Guillén has appeared in recurring roles on television series such as Alistair Delgado on Huge (2010), Cousin Blobbin on The Thundermans (2013–2018), George Reyes in Eye Candy (2015), and Benedict Fenwick on The Magicians (2017–2018). He also appeared in the 2013 film The Internship.

Beginning in 2019, Guillén played the role of Guillermo de la Cruz, the vampires' human familiar, in the FX television series What We Do in the Shadows. He also appeared in Quibi's science fiction drama series Don't Look Deeper, before the platform shut down in December 2020.

Guillén has received considerable acclaim for his role as Guillermo. TheWrap included Guillén in a list of "2019 Emmy Contenders". Hank Steuver, in his review of What We Do in the Shadows in The Chicago Tribune, stated that Guillén "provides at least half the big laughs" in the show.

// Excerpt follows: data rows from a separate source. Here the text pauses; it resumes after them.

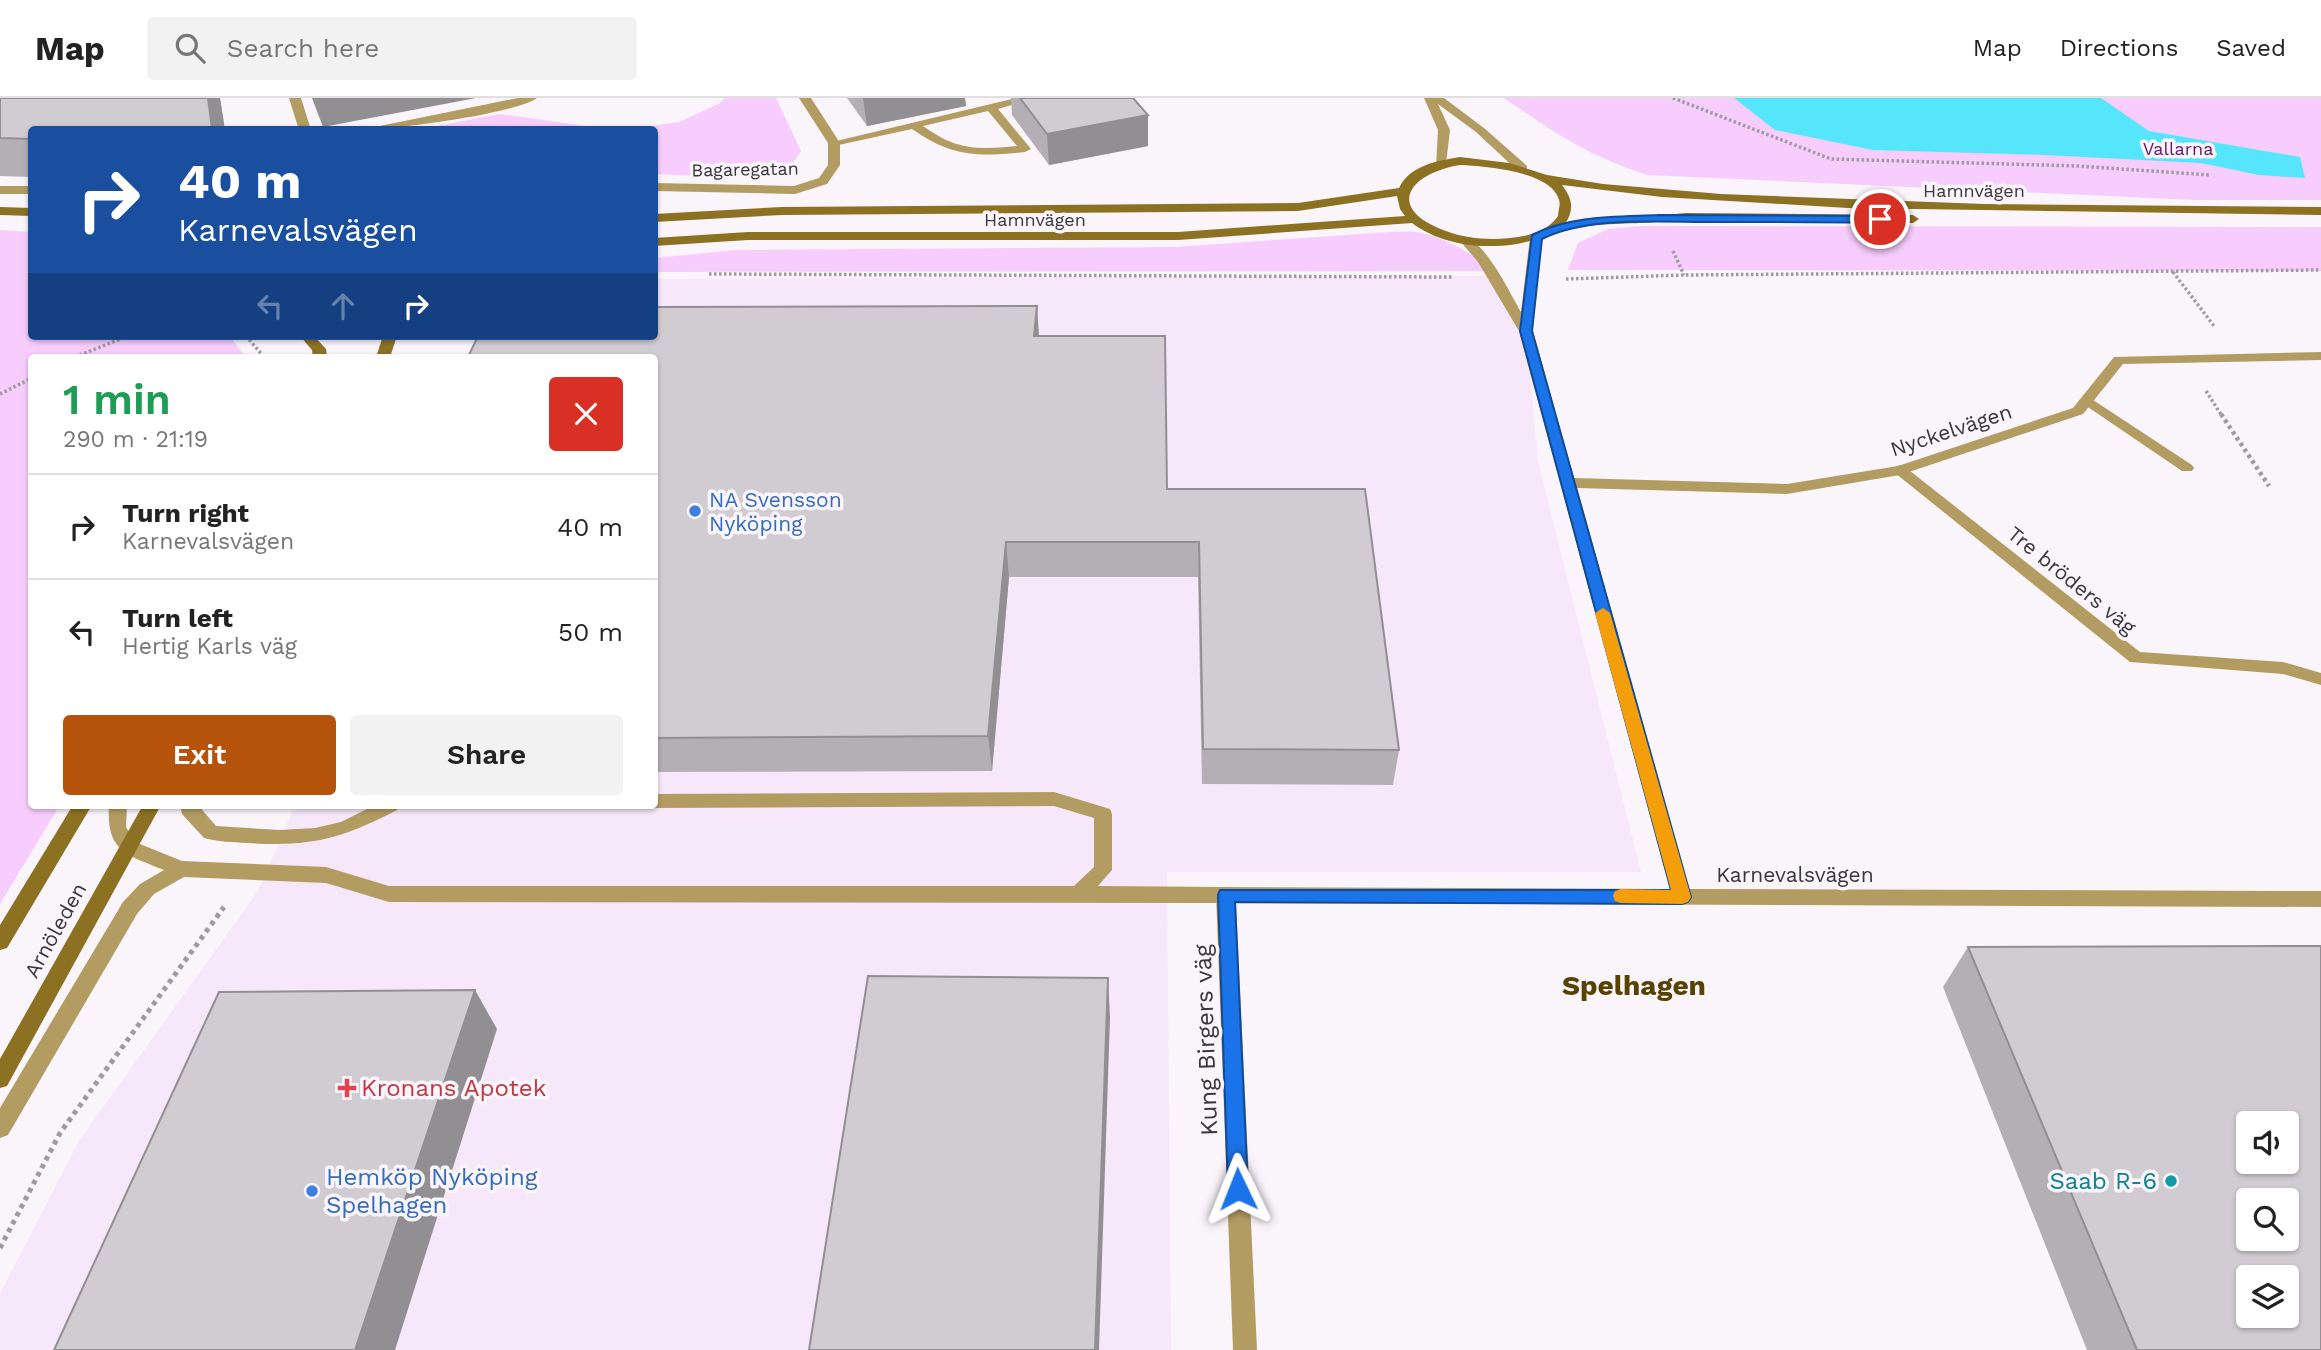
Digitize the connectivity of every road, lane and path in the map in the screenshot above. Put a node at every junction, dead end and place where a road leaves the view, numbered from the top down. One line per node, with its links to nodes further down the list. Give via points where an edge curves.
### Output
1 (295, 98): 10 (street)
2 (531, 98): 11 (street)
3 (805, 98): 12 (street)
4 (1031, 98): 8 (street)
5 (1430, 98): 13 (street, via 1444,130)
6 (1437, 98): 14 (street)
7 (1673, 98): 15 (path, via 1831,159 2078,166)
8 (991, 107): 9 (street); 9 (street, via 1025,149 974,154 937,142)
9 (914, 125): 12 (street)
10 (303, 126)
11 (388, 126)
12 (834, 143): 17 (street, Bagaregatan, via 834,165 823,181 795,190)
13 (1440, 164): 14 (main road, via 1481,161); 20 (main road, via 1410,180)
14 (1523, 169): 16 (main road)
15 (2214, 176)
16 (1544, 178): 22 (main road, Hamnvägen, via 1647,193 1895,207); 27 (main road, via 1560,191 1565,204 1563,217)
17 (658, 187)
18 (0, 190): 19 (street)
19 (28, 190)
20 (1403, 191): 24 (main road, Hamnvägen, via 1298,207 729,212); 25 (main road, via 1402,200)
21 (0, 211): 23 (main road)
22 (2321, 211)
23 (28, 212)
24 (658, 218)
25 (1414, 219): 29 (main road, Hamnvägen); 30 (main road, Hamnvägen, via 1178,236 748,236)
26 (2321, 221): 27 (main road, Hamnvägen, via 1659,219)
27 (1553, 229): 28 (main road, Hamnvägen)
28 (1536, 237): 29 (main road, Hamnvägen, via 1515,242); 35 (street)
29 (1466, 241): 34 (street)
30 (658, 242)
31 (2321, 270): 32 (path)
32 (2172, 271): 35 (path); 41 (path)
33 (702, 274): 34 (path)
34 (1495, 279): 36 (street)
35 (1533, 280): 36 (street)
36 (1526, 331): 49 (street)
37 (118, 340): 39 (path)
38 (249, 340): 40 (path)
39 (83, 354)
40 (261, 354)
41 (2236, 356): 42 (street, Nyckelvägen); 43 (street, Nyckelvägen)
42 (2321, 356)
43 (2184, 358): 46 (street, Nyckelvägen, via 2119,360); 50 (path)
44 (28, 380): 45 (path)
45 (0, 394)
46 (2087, 400): 47 (street); 48 (street, Nyckelvägen, via 2078,411)
47 (2187, 468)
48 (1900, 470): 49 (street, Nyckelvägen, via 1787,489); 51 (street, Tre bröders väg, via 2136,658 2283,668)
49 (1567, 484): 63 (street)
50 (2269, 486)
51 (2321, 679)
52 (658, 802): 61 (street, via 1054,799 1103,814 1103,870)
53 (81, 809): 65 (main road, Arnöleden)
54 (118, 809): 58 (street, via 117,827)
55 (150, 809): 58 (main road, Arnöleden)
56 (188, 809): 57 (street, via 211,833 293,837 345,828)
57 (383, 809)
58 (128, 847): 59 (street); 66 (main road, Arnöleden)
59 (181, 869): 60 (street, Karnevalsvägen); 67 (street, via 147,889 130,908)
60 (251, 870): 61 (street, Karnevalsvägen, via 326,875 389,894); 68 (path, via 60,1133)
61 (1078, 894): 62 (street, Karnevalsvägen)
62 (1226, 895): 63 (street, Karnevalsvägen); 69 (street, Kung Birgers väg)
63 (1682, 897): 64 (street, Karnevalsvägen)
64 (2321, 899)
65 (0, 942)
66 (0, 1079)
67 (0, 1128)
68 (0, 1248)
69 (1245, 1350)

Guillén provided the voice of Funny the Magic House in Mickey Mouse Funhouse. He played Nightwing starting in season 3 of Harley Quinn.

In 2022, Guillén provided the voice for the comedic sidekick character Perrito in Puss in Boots: The Last Wish.

In 2023, Guillén appeared on The Late Show with Stephen Colbert in a skit as Representative George Santos.

In 2024, Guillén reprised his role as Cousin Blobbin from The Thundermans in The Thundermans Return. He also provided the voice of Odie in The Garfield Movie and Vassago in Helluva Boss.

In 2026, Guillén again appeared on The Late Show with Stephen Colbert to promote the Broadway play he would be appearing in, The Rocky Horror Show.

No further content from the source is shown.